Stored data
_ _ _ _ _

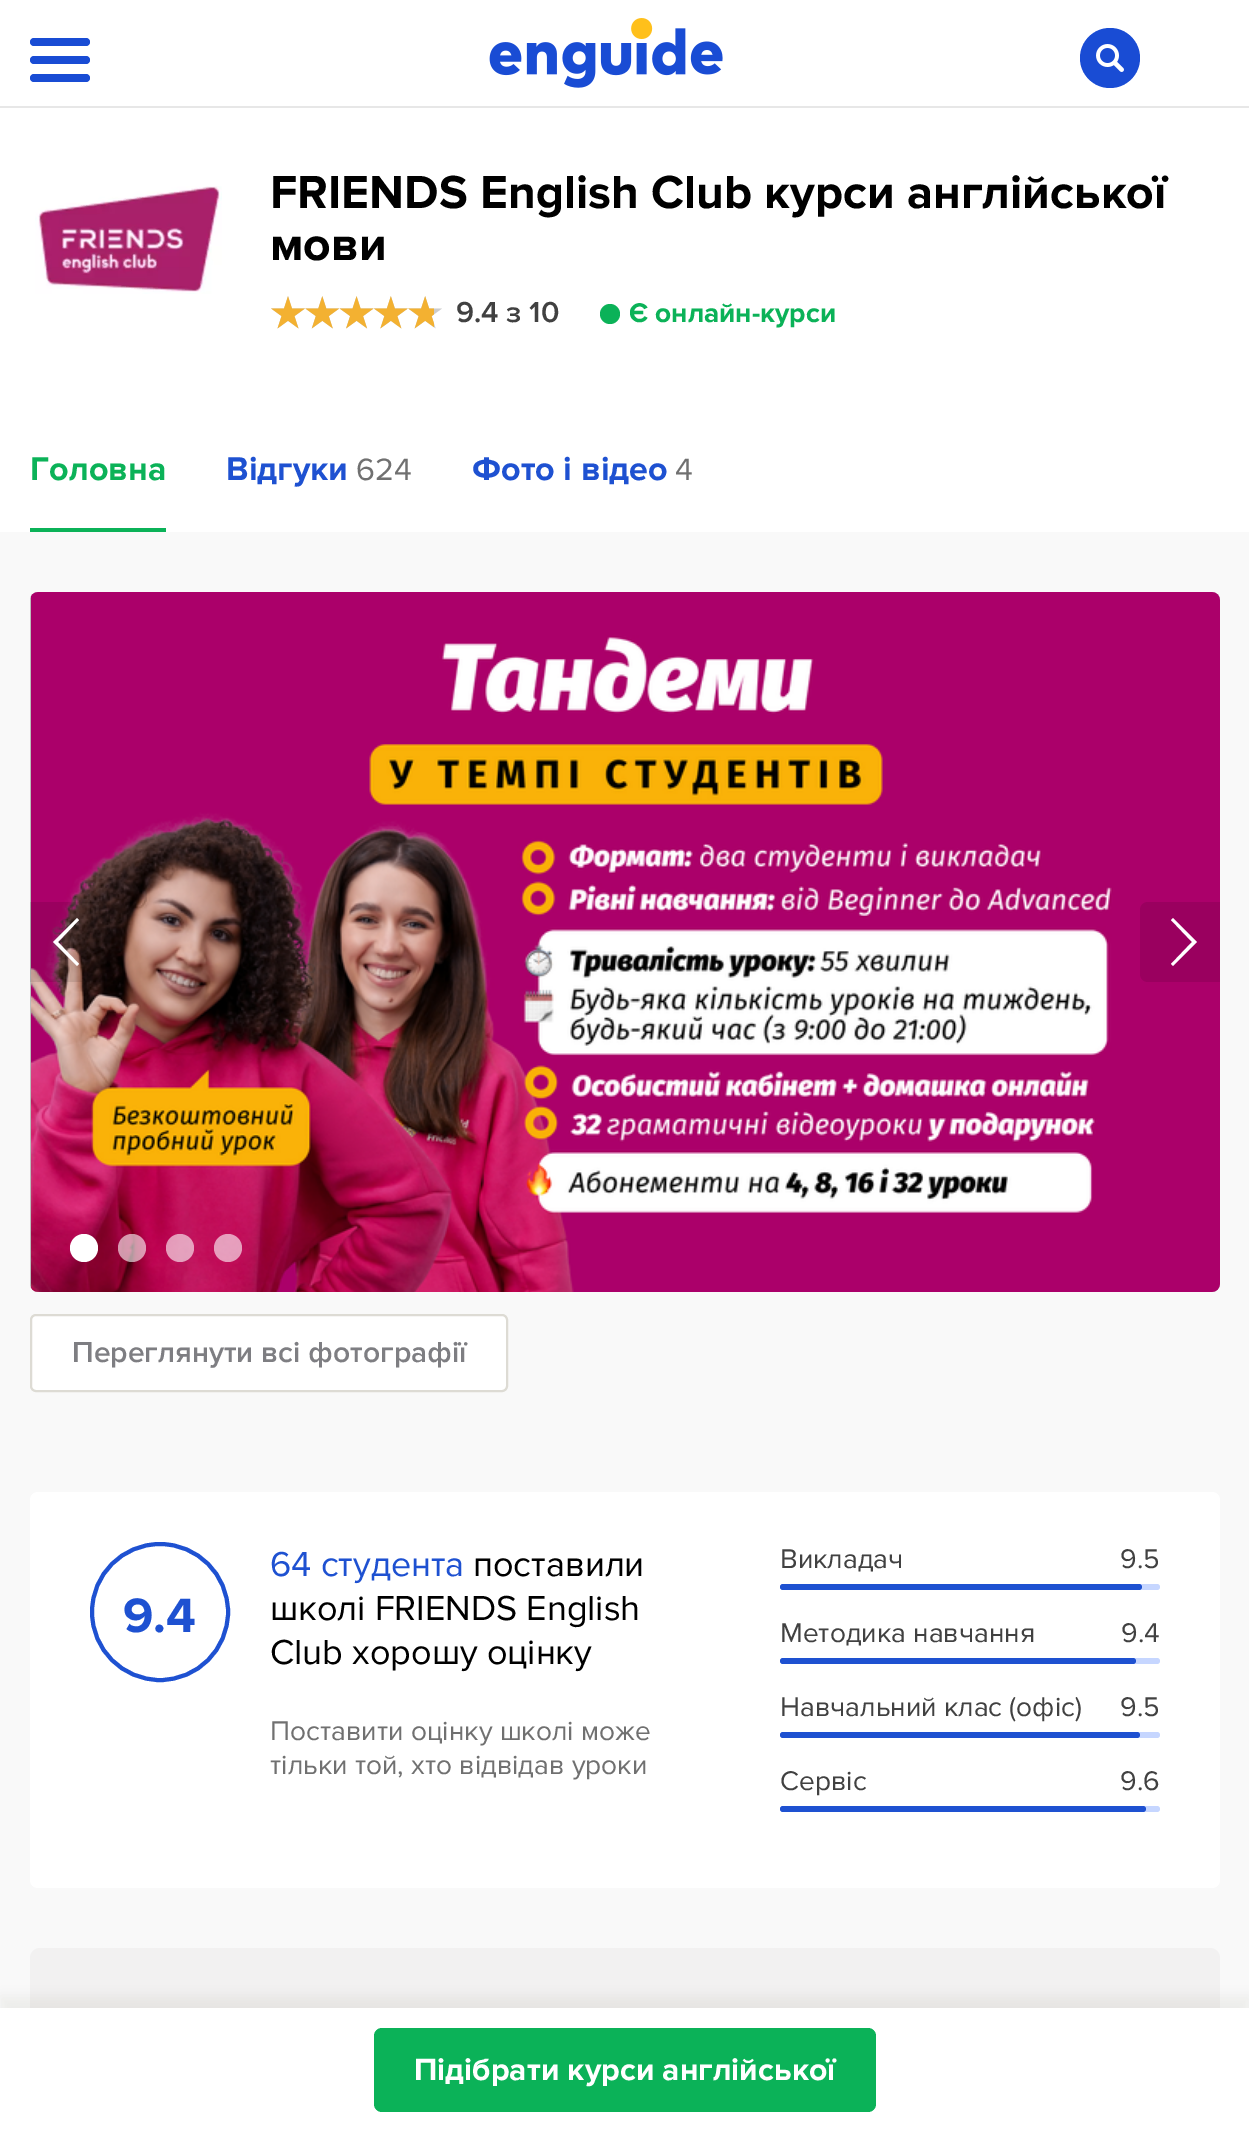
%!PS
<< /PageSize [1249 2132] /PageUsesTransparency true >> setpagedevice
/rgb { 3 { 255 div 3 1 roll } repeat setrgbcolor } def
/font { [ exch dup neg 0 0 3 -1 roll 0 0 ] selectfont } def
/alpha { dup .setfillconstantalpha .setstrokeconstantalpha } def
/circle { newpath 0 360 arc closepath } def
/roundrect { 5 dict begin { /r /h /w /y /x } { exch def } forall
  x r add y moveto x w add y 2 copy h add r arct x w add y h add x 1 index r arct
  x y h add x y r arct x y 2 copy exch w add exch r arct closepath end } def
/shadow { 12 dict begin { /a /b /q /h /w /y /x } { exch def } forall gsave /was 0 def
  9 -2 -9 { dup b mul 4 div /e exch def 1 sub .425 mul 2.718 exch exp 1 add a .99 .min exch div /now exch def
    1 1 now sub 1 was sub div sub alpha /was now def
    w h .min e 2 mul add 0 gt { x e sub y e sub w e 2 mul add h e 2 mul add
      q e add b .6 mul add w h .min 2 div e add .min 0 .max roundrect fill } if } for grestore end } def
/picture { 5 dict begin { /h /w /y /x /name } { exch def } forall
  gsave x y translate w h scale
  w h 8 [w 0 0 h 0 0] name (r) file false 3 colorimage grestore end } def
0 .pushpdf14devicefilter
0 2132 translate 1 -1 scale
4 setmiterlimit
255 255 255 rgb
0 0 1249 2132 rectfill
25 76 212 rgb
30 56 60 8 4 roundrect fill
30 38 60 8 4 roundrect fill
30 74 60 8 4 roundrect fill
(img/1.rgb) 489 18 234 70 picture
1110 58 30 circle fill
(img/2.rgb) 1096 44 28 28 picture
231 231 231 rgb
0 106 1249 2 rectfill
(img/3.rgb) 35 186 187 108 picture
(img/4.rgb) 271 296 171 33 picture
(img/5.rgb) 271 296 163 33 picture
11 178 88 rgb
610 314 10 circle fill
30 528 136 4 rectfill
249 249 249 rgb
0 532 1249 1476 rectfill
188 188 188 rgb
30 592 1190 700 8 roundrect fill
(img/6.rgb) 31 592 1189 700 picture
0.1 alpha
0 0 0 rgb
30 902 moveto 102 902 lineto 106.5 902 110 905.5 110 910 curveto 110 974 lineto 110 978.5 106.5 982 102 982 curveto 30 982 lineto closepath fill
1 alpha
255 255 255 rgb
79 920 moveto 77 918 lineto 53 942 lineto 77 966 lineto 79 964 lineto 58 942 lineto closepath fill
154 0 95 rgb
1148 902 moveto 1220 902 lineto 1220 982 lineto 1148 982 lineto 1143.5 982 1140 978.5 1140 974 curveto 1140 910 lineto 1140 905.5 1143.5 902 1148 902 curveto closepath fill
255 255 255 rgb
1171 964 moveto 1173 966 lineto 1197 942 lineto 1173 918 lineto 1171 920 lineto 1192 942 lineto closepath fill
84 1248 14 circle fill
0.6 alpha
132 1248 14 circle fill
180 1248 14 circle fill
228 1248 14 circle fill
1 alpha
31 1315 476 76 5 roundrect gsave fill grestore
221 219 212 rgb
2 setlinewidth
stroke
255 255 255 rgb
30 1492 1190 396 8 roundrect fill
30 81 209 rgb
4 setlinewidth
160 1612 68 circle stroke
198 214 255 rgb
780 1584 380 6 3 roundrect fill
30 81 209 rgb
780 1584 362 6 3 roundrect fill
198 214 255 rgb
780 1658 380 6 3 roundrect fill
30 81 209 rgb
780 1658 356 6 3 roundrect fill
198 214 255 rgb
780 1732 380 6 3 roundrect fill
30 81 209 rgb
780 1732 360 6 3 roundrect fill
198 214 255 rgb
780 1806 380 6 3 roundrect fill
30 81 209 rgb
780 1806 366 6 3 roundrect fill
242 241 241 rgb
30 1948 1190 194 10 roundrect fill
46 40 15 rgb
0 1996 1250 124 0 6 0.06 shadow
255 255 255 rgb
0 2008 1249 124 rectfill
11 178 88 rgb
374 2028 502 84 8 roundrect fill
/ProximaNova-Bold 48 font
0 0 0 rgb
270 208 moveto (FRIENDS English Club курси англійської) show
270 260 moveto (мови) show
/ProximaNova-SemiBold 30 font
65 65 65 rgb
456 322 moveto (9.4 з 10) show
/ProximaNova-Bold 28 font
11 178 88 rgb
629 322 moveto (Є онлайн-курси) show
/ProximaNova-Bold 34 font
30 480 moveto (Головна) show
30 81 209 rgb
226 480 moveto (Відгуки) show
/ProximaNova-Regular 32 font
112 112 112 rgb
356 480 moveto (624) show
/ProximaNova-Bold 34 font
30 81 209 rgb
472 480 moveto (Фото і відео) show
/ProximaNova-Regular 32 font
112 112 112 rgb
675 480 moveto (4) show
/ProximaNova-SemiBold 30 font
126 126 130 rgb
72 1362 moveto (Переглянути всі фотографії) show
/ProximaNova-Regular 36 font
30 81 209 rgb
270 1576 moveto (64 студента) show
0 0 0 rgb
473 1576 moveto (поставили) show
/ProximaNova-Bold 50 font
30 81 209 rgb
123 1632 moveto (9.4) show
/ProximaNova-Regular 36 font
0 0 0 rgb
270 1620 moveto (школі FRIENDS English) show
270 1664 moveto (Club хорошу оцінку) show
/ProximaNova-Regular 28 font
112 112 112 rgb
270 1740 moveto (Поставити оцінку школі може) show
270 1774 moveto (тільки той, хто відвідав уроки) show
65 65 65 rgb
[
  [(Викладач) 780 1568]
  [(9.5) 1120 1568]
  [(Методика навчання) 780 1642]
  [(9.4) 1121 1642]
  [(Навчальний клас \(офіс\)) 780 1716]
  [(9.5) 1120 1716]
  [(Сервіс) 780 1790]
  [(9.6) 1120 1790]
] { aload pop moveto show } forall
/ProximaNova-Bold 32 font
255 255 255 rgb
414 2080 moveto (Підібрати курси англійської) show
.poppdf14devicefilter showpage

_ _ _ _ _

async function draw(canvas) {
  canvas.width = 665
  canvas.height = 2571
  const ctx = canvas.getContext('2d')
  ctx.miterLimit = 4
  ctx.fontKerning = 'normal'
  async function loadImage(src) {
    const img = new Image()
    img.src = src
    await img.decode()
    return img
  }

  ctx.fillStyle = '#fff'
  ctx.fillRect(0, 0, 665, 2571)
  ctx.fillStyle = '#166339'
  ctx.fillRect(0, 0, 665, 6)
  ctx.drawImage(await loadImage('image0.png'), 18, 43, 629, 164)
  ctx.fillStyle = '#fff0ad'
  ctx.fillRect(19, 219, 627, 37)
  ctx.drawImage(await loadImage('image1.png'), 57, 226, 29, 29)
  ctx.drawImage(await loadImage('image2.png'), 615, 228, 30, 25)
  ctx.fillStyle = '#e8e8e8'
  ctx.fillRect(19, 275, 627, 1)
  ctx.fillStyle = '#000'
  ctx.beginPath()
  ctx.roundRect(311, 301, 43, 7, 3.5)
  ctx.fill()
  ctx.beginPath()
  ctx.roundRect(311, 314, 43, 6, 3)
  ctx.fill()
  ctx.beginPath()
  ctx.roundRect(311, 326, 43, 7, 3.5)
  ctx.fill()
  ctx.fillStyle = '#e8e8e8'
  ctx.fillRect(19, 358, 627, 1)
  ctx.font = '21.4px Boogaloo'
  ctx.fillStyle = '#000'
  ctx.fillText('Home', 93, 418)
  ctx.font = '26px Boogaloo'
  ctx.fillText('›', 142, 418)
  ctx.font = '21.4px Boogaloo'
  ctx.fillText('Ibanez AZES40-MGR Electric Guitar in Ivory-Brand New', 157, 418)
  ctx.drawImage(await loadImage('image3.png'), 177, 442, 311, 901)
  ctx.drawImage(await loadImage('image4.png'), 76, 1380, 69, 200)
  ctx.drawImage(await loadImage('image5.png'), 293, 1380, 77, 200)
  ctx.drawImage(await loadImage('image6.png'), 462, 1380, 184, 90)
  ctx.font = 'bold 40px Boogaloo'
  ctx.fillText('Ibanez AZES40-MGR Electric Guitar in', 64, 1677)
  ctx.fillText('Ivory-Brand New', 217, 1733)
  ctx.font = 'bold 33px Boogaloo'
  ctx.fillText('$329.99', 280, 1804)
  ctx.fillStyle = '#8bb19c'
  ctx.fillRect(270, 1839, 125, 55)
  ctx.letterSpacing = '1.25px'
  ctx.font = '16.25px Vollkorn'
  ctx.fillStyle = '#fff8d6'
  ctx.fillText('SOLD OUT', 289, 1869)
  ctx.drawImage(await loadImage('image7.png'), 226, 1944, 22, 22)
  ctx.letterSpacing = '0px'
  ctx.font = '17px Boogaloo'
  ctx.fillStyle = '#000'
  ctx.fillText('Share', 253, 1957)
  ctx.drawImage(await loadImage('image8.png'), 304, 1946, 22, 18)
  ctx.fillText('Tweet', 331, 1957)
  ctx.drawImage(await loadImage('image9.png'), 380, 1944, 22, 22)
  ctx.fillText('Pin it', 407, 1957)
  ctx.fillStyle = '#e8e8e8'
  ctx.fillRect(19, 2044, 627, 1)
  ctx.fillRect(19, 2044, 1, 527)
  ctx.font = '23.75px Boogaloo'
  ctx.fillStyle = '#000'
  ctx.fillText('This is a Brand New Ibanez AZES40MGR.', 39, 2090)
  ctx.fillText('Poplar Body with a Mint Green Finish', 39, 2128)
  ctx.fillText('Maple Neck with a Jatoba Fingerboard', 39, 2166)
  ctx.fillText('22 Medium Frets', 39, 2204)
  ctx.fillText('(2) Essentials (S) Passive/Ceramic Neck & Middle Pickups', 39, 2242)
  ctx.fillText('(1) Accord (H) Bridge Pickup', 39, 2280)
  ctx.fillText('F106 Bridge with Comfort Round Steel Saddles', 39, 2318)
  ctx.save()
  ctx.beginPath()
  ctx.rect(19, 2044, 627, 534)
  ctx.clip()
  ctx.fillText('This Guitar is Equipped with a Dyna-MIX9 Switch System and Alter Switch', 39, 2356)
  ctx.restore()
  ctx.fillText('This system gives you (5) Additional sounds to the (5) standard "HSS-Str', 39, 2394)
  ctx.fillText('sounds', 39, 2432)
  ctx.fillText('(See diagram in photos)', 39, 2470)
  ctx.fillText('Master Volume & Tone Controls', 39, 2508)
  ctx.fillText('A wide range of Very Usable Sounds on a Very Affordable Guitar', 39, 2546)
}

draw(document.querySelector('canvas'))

_ _ _ _ _

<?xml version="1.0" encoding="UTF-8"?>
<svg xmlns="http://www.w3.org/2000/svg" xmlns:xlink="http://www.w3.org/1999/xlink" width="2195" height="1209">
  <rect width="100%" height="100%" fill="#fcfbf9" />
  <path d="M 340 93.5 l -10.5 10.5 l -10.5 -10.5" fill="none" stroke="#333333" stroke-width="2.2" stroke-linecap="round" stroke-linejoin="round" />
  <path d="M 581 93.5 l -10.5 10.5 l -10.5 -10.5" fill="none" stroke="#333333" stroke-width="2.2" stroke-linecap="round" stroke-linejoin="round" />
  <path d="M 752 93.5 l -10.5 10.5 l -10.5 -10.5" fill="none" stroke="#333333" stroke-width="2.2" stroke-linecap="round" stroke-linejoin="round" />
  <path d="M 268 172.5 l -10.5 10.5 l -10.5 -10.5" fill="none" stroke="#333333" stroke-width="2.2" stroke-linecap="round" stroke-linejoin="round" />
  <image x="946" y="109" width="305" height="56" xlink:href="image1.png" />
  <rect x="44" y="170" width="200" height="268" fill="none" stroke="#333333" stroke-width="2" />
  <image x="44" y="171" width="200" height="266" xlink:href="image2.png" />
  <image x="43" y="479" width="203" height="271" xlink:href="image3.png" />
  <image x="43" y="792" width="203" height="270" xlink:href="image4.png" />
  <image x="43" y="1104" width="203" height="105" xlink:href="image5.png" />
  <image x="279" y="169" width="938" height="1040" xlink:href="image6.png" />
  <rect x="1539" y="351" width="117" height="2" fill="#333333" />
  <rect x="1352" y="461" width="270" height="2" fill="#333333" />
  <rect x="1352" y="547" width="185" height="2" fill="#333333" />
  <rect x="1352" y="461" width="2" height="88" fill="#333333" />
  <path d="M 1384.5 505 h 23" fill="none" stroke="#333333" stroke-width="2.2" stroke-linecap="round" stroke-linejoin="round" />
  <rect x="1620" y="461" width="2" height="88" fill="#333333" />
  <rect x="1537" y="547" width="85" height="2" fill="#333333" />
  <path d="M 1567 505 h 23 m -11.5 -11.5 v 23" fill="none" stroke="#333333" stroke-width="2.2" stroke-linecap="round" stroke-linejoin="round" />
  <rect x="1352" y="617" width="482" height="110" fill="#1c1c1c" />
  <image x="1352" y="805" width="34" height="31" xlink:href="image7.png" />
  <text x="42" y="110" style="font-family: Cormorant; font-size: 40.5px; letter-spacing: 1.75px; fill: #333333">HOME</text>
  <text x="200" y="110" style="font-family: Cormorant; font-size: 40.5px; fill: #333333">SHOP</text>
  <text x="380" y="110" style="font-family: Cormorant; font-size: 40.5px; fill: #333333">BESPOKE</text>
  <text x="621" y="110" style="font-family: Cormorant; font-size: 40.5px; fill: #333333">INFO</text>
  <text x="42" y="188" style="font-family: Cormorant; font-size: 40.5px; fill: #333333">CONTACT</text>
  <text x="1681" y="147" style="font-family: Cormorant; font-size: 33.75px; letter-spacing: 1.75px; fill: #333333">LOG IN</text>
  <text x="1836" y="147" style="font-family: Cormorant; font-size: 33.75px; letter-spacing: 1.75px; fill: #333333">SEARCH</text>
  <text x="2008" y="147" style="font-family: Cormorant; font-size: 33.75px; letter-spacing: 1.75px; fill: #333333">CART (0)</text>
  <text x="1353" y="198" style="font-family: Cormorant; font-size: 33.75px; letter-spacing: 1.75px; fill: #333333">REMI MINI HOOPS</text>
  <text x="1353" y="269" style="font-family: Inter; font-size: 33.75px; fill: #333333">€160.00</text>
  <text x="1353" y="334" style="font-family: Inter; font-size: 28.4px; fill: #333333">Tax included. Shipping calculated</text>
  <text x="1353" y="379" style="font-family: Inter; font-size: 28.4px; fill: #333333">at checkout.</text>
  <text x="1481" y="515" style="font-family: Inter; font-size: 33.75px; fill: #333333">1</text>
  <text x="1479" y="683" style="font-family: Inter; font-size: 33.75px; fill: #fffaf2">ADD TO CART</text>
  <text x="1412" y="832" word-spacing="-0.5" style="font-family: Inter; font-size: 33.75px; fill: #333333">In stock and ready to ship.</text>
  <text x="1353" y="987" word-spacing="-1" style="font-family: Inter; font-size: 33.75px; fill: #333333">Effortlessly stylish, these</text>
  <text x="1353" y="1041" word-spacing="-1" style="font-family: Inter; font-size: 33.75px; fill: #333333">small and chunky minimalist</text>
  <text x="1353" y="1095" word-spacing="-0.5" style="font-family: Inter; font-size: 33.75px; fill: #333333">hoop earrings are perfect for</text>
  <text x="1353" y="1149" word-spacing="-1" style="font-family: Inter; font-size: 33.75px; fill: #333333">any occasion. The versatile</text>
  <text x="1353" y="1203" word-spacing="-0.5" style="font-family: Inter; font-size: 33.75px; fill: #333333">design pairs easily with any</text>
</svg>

_ _ _ _ _

EXERCISE AIM ▸
Search the data above for the string "function" and report each line that holds it.

WRITTEN ANSWER ▸
async function draw(canvas) {
  async function loadImage(src) {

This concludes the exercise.